** Opening EXERCISE MATERIALS block **
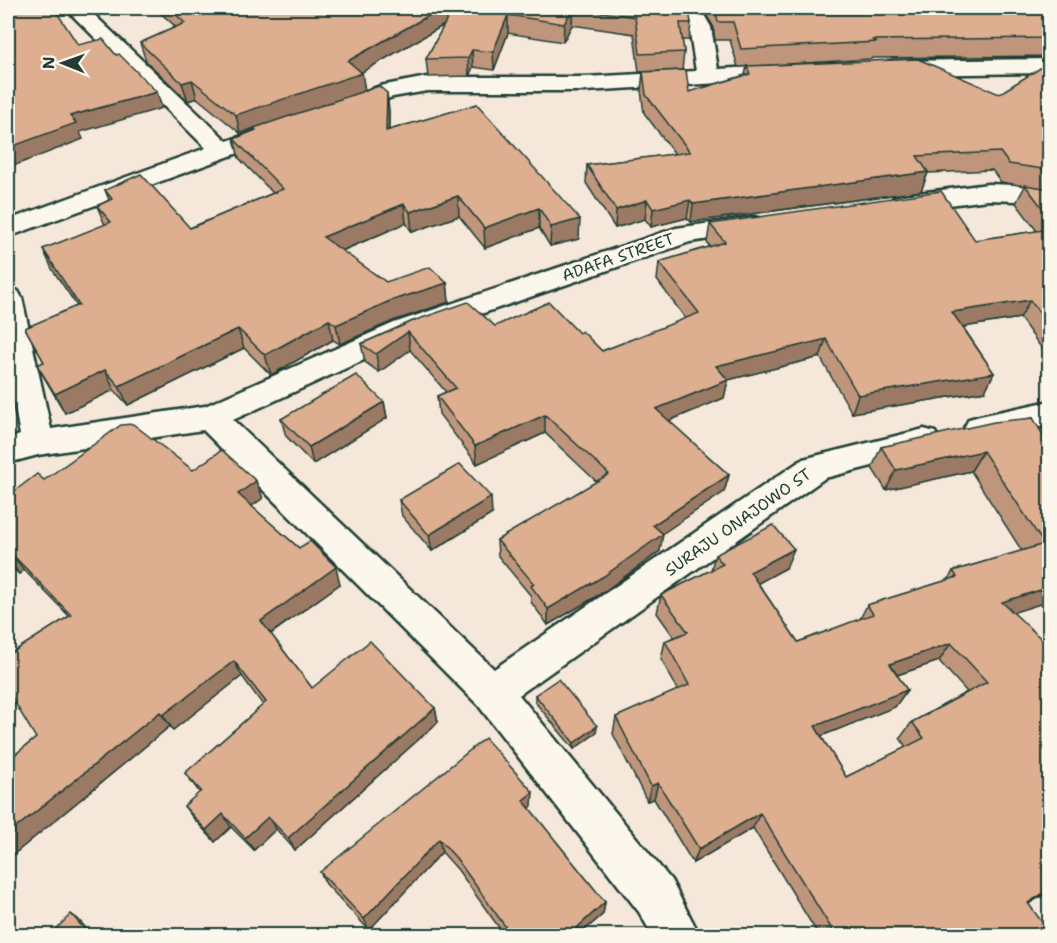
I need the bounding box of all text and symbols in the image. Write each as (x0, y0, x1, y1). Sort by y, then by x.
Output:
north arrow (33, 33, 93, 93)
text: N (38, 56, 59, 69)
street label: ADAFA STREET (559, 228, 677, 286)
street label: SURAJU ONAJOWO ST (661, 463, 815, 580)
** Closing EXERCISE MATERIALS block **
● EXERCISE PROMPT: In the copy you write, the data above must appear exactly, with no pictures.

● RESULT OF THIS EXERCISE:
I need the bounding box of all text and symbols in the image. Write each as (x0, y0, x1, y1). Sort by y, then by x.
Output:
north arrow (33, 33, 93, 93)
text: N (38, 56, 59, 69)
street label: ADAFA STREET (559, 228, 677, 286)
street label: SURAJU ONAJOWO ST (661, 463, 815, 580)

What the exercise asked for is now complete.